Internationalization
Khmer Krom – individuals and organizations 1) Khmer Krom at any country around the globe, have to join our samakum, our Kanakamaka Watt, our federation and to join hand with each other to save our unfortunate people. Without organizing ourself into an effective organization, we will not be able to save our people. 2) Continue to organize Khmer Krom into samakum, sahakum where there are no KK organization existing. 3) Organize our people into professional groups or trade in order to effectively save our people at home. When we appeal for our friends to help us, we must know exactly what we want for our people, we must be the experts of each of our own problems. Only such we will be able to help our friends to help us save our own compatriots. 4) Each of us Khmer Krom has a sacred duty to contribute whatever we can, times and/or other resources to dedicate for millions of our unfortunate people at home who desperately need our helps. Khmer Krom and host countries – states Each country that has the presence of Khmer Krom, we ought to use the democratic strength of that country. We must organize our people to approach the members of congress or senate or parliament of that country to educate them our problems in Vietnam and appeal for their help, similarly to what we are doing currently in the USA. Khmer Krom and Cambodian people Khmer National in Cambodia are the only siblings of Khmer Krom. Khmer Krom always appeal for their sympathy and generosity. Khmer Krom and Vietnamese people The Vietnamese people are peace lovers, respect the international laws, and respect the equality of all people including the Khmer Krom people are our friends. Khmer Krom and International Organizations and governments around the world Khmer Kampuchea-Krom Federation have the duty to work with the United Nations-UN, the Unrepresented Nations and People Organization-UNPO, other international agencies and governments, corporations around the world to pursue legitimate rights for the Khmer Krom people in Vietnam in peaceful manners according to international laws.
Conclusion
1) Khmer Krom around the world have tirelessly continued dedicated their times, resources and do whatever they can to save the Khmer Krom people.
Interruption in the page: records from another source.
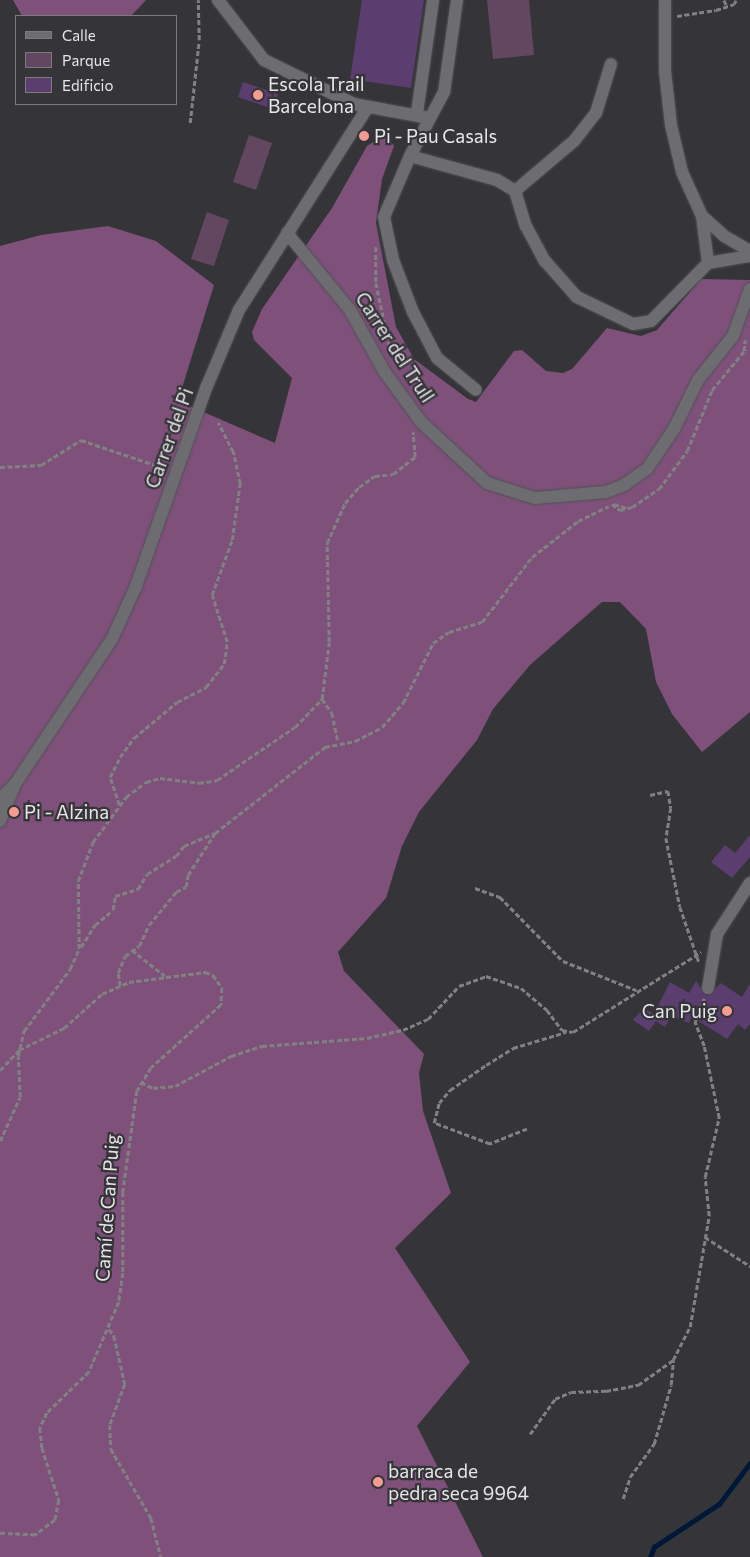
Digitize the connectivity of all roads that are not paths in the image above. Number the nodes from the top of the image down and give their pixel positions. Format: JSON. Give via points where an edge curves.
{"nodes":[{"id":1,"x":218,"y":0,"type":"edge"},
{"id":2,"x":433,"y":0,"type":"edge"},
{"id":3,"x":457,"y":0,"type":"edge"},
{"id":4,"x":665,"y":0,"type":"edge"},
{"id":5,"x":611,"y":64,"type":"dead end"},
{"id":6,"x":367,"y":108,"type":"junction"},
{"id":7,"x":423,"y":115,"type":"junction"},
{"id":8,"x":410,"y":156,"type":"junction"},
{"id":9,"x":514,"y":191,"type":"junction"},
{"id":10,"x":702,"y":216,"type":"junction"},
{"id":11,"x":287,"y":233,"type":"junction"},
{"id":12,"x":750,"y":250,"type":"edge"},
{"id":13,"x":750,"y":256,"type":"edge"},
{"id":14,"x":708,"y":263,"type":"junction"},
{"id":15,"x":750,"y":289,"type":"edge"},
{"id":16,"x":476,"y":390,"type":"dead end"},
{"id":17,"x":15,"y":784,"type":"junction"},
{"id":18,"x":0,"y":800,"type":"edge"},
{"id":19,"x":0,"y":821,"type":"edge"},
{"id":20,"x":750,"y":882,"type":"edge"},
{"id":21,"x":709,"y":983,"type":"road end"}],
"edges":[{"from":1,"to":6,"type":"street","via":[[264,60]]},
{"from":2,"to":7,"type":"street"},
{"from":3,"to":7,"type":"street","via":[[444,92]]},
{"from":4,"to":10,"type":"street","via":[[665,71],[671,125],[682,172]]},
{"from":5,"to":9,"type":"street","via":[[596,113],[574,141]]},
{"from":6,"to":7,"type":"street"},
{"from":6,"to":11,"type":"street","name":"Carrer del Pi"},
{"from":7,"to":8,"type":"street"},
{"from":8,"to":9,"type":"street","via":[[497,180]]},
{"from":8,"to":16,"type":"street","name":"Carrer del Trull","via":[[385,221],[393,260],[413,312],[433,350]]},
{"from":9,"to":14,"type":"street","via":[[526,226],[545,261],[577,297],[633,324],[650,321]]},
{"from":10,"to":12,"type":"street","via":[[724,236]]},
{"from":10,"to":14,"type":"street"},
{"from":11,"to":15,"type":"street","name":"Carrer del Trull","via":[[350,310],[384,371],[413,412],[487,483],[535,498],[606,492],[630,481],[654,460],[698,380],[733,336]]},
{"from":11,"to":17,"type":"street","name":"Carrer del Pi","via":[[233,324],[136,586],[112,639]]},
{"from":13,"to":14,"type":"street"},
{"from":17,"to":18,"type":"street","name":"Carrer del Pi"},
{"from":17,"to":19,"type":"street","name":"Carrer del Pi"},
{"from":20,"to":21,"type":"street","via":[[712,946]]}]}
Khmer Krom has to save our own people before we ask someone else to help us. 2) The KKF bases its believes in international laws, Charter of the United Nations, Universal Declarations of Human Rights, Minorities Rights, and other legal instruments. 3) The KKF will utilize strictly the principles of non-violent to lead the struggle for the rights of Khmer Krom in Vietnam, where Khmer Krom are the indigenous people who originally own that land. 4) The world today is the world rule of laws and the international laws of Human Rights will take precedent over the national sovereignty. 5) Khmer Krom will play by the world rule of laws, therefore we will have a lot of world-wide friends on our side, who will be sympathetic to our sacred cause. That is the cause for KK self-determination.